符籙沒了,神通出了,一山更比一山高,一人更比一人強。
黑暗裡,也許什麼都沒有,但卻唯獨不缺這枯骨與絕望。
二人手牽手,灑然一笑,持劍在手。
他們想起十四年前,與那黑羆逍遙仙相遇的場景。
如今的絕望,比之那日更甚。
“我們爲何而死?我們想當一個明白鬼。”
羅成濟道,他像是放下了什麼如釋重負,看着四周的黑暗也親切了,看着幾個實力不明的人也心思坦然。
那人將手中黃沙捏了捏,黃沙化爲齏粉流進黑暗之中。
“我與你說說,好讓你在冥河之中做個清醒明白鬼。”
“你二人有兩罪。”
“一罪是沽名釣譽,欺世盜名。以我界至人身體化爲你們揚名天下的資歷。實屬不該。”
“二罪乃是死罪,你們是玉御老賊的傳人,那就是我們異族的敵人。”
“他玉御老賊貿然插手兩界戰爭,與我界爲敵。玉御老賊身受重傷,恐怕已經不治身亡。你們爲他傳人,承他因果,當爲死罪。”
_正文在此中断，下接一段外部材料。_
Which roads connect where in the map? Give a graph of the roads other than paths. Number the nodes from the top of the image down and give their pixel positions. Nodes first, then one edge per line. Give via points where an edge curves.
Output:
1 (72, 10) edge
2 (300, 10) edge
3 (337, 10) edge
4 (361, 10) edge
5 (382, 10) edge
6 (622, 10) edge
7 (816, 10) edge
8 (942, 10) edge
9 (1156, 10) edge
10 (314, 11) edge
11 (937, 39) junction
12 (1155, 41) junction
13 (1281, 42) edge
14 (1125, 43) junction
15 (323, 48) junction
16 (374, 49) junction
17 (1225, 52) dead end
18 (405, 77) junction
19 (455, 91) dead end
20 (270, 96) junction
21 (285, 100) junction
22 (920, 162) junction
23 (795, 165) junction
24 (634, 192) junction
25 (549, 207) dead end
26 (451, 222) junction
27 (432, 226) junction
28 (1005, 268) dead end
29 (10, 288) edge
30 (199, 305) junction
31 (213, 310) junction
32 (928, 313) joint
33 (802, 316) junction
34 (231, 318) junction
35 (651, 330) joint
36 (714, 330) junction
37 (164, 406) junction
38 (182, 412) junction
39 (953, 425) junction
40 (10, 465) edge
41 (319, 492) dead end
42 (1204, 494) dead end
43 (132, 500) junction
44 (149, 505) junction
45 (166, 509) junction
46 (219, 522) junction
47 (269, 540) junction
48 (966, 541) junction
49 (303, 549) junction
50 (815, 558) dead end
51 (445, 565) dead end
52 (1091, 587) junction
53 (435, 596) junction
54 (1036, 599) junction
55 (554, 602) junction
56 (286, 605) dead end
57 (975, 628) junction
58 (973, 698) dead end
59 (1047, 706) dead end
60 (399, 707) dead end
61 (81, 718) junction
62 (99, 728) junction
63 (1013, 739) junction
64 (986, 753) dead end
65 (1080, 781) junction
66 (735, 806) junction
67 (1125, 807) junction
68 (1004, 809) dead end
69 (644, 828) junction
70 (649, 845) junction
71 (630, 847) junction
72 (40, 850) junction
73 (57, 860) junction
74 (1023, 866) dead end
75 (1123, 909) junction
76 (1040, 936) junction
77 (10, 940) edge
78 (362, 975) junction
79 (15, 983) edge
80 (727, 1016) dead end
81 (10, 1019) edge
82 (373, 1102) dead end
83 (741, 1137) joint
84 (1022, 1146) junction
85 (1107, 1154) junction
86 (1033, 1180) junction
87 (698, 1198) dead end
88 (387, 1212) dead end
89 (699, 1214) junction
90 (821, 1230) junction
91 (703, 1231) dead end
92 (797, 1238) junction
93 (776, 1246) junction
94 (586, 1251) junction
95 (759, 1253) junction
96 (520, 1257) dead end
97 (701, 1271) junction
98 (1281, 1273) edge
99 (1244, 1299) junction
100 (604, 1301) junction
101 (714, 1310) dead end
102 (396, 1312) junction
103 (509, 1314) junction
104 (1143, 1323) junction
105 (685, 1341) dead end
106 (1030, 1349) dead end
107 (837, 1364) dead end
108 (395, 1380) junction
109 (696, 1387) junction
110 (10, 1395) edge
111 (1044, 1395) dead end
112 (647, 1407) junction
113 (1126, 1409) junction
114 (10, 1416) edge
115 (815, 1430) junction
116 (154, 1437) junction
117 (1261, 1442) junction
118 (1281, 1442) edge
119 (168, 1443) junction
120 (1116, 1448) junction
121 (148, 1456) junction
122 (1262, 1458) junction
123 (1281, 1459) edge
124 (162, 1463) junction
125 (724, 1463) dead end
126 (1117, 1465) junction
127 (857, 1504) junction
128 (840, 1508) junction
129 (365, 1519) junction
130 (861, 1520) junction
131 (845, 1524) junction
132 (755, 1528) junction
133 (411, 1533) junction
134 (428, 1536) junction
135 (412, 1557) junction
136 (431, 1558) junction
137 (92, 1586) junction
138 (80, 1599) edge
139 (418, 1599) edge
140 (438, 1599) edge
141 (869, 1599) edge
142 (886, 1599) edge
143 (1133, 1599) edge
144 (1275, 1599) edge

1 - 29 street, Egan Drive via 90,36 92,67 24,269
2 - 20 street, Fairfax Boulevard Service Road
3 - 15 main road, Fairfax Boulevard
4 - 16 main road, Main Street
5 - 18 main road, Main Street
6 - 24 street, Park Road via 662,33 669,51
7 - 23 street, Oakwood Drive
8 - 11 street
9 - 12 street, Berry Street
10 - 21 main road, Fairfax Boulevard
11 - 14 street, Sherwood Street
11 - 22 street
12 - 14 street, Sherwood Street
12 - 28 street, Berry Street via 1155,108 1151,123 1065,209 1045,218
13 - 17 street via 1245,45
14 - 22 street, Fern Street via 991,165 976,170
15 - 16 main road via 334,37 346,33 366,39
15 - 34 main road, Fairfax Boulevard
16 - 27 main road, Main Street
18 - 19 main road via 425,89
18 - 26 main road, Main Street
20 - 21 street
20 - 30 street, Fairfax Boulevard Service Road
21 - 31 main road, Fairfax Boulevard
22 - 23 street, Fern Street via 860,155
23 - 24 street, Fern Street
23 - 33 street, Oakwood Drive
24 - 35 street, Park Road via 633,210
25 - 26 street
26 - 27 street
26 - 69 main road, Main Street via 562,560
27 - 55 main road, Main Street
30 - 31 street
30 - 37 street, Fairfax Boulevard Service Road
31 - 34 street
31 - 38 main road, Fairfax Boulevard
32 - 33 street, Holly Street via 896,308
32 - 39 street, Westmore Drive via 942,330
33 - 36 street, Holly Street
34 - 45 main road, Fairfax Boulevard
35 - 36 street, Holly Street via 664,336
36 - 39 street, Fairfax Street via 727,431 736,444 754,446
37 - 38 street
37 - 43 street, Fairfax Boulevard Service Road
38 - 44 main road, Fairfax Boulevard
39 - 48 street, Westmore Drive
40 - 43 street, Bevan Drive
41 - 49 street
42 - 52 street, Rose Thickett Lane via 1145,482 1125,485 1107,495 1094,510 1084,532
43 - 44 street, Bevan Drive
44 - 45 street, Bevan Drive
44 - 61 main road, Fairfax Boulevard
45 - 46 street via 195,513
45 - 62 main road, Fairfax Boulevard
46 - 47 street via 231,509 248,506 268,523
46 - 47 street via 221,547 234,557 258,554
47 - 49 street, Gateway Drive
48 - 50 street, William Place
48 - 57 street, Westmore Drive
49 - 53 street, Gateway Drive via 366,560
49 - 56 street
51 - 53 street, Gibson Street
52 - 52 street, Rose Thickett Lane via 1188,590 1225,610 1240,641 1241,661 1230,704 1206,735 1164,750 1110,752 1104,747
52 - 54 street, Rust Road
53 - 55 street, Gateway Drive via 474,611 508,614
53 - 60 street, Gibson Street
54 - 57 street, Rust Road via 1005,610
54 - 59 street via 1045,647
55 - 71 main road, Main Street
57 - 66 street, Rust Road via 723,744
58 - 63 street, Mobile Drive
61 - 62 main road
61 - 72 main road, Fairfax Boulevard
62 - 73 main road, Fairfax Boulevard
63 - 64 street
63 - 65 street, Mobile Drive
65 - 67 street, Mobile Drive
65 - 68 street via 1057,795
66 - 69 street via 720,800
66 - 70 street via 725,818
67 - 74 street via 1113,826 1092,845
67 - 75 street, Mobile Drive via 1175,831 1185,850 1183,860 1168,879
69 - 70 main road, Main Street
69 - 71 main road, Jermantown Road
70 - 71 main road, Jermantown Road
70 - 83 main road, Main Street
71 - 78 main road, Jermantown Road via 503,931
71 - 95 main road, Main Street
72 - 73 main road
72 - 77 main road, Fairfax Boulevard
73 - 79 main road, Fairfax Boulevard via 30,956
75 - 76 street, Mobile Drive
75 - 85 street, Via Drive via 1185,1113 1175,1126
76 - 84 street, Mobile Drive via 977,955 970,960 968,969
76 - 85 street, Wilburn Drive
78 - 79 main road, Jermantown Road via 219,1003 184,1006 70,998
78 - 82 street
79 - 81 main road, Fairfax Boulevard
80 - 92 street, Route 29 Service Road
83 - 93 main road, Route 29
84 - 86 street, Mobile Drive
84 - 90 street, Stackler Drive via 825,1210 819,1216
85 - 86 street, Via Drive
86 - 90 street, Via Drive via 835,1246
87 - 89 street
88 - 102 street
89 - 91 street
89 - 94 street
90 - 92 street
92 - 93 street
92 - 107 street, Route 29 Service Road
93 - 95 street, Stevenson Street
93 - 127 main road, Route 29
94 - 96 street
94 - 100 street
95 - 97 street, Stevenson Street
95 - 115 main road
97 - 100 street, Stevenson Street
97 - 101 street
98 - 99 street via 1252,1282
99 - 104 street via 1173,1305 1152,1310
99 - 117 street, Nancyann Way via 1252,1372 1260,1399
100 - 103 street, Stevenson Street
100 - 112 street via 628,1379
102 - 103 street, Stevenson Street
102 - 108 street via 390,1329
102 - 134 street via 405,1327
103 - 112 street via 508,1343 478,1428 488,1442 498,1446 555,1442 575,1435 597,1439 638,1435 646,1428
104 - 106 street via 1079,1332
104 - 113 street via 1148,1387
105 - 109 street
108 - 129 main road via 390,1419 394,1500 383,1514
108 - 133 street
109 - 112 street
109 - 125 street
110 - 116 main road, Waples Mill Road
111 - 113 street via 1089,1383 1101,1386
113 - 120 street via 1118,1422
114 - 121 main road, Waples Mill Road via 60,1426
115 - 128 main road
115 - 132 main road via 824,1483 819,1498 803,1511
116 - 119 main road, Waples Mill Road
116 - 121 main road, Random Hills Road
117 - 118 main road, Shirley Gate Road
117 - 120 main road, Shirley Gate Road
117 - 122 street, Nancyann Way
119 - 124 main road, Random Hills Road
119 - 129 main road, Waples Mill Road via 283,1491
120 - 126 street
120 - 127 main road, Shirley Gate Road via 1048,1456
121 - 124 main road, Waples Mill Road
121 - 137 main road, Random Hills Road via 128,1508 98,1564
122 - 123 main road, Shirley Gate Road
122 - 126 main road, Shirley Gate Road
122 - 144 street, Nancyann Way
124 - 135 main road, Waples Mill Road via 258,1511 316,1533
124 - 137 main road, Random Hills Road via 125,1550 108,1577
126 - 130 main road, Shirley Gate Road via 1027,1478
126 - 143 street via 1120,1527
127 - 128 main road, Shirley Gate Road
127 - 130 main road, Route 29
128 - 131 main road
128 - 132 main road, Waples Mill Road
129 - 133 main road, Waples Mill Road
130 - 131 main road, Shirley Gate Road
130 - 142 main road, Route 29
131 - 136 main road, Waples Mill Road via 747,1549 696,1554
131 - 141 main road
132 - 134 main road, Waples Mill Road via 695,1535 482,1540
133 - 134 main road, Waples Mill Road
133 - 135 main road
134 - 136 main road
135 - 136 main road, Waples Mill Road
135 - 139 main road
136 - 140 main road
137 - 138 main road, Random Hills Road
“我們這次過來原本是爲了與你們世界商談大州遷移佈置之事。”
“恰巧俯視下來,卻沒有想到有意外之喜。既然碰見了你們,那麼違反規則出手受到懲罰不要麪皮也在所不惜。”
羅成濟二人對視一笑,又哈哈大笑起來。
“如此說來,我們死亡皆是時運不濟,碰巧罷了。”
“天讓我們死,我們不得不死。”
那人踏虛空上前,一邊走一邊搖頭:“時也命也。”
“真人境還在神人境之上,可顯化因果,承擔因果,尋得報應。”
“你們雖有天資但福緣尚淺,成不了他的弟子。”
“不知道爲什麼他要收您們爲徒。讓人疑惑。”
“真人以上,絕不輕易收徒。龐大因果普通人承受不了。”
“明白了?”
羅成濟與師夢華點頭。
他們跪倒在地,目光平靜下來,瀟灑一笑對天邊叩首。